Ray Di Francesco, a resident at Carnegie Post Acute Care Center in Plainsboro, bottom center, addresses a Senate committee. Sitting next to him are resident Gail Smith, left, and New Jersey Long-term Care Ombudsman Laurie Brewer, right, on Monday, March 16, in Trenton. Photo by Andres Kudacki for The Jersey Vindicator.

A cockroach scampered up James Cook’s arm one day as he lay in bed at Trenton Gardens nursing home.

Residents at the facility say they have been served moldy pudding, cold meals, and instant coffee because the nursing home’s coffee maker has been broken for two years. The elevator has been unreliable for more than three years, at times leaving residents unable to leave the building for medical appointments. When residents complain, they say they hear the same response every time: “We’re working on it.”

Nothing changes, said Tanette Clegg, a resident at Trenton Gardens for more than four years and vice president of the resident council. Those who speak up, she said, face retaliation.

“I wouldn’t feed a dog some of the food we get,” Clegg said. “We’re here at the end of our lives, and we’re not getting the treatment we deserve. I’ve worked all my life, and now I’m being treated like a second-class citizen.”

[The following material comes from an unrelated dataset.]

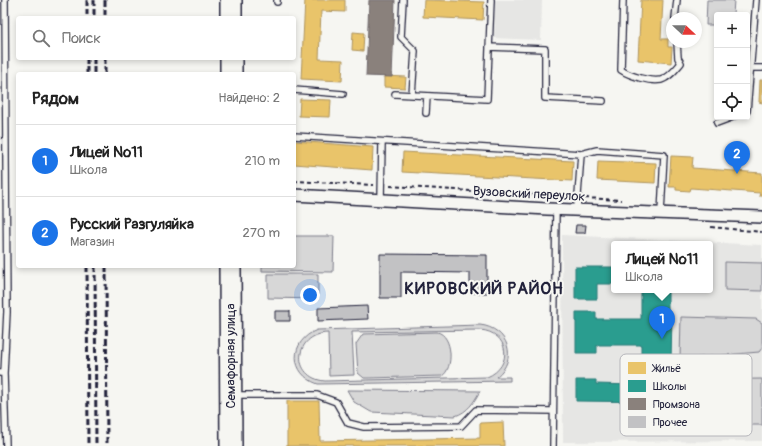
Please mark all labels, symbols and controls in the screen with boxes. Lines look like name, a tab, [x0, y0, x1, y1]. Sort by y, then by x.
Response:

Those conditions were described in raw detail at a Trenton statehouse hearing Monday at a New Jersey Senate Health, Human Services and Senior Citizens Committee public hearing on S-2980, legislation that would require nursing homes to disclose financial transactions with related-party companies — a practice advocates say is draining billions in public dollars in New Jersey away from direct resident care and into the pockets of owners who have structured their businesses to pay themselves through layers of shell and holding companies.

The bill is sponsored by Sen. Joseph Vitale, a longtime champion of nursing home reform who has been trying to pass a version of the legislation since 2022, and Sen. Angela McKnight. It passed on a largely party-line vote. Republican Sen. Robert Singer abstained. Republican Sen. Holly Schepisi voted no. Democratic Sens. Owen Henry, Raj Mukherji, McKnight, John McKeon, and Vitale, the committee chairman, voted yes.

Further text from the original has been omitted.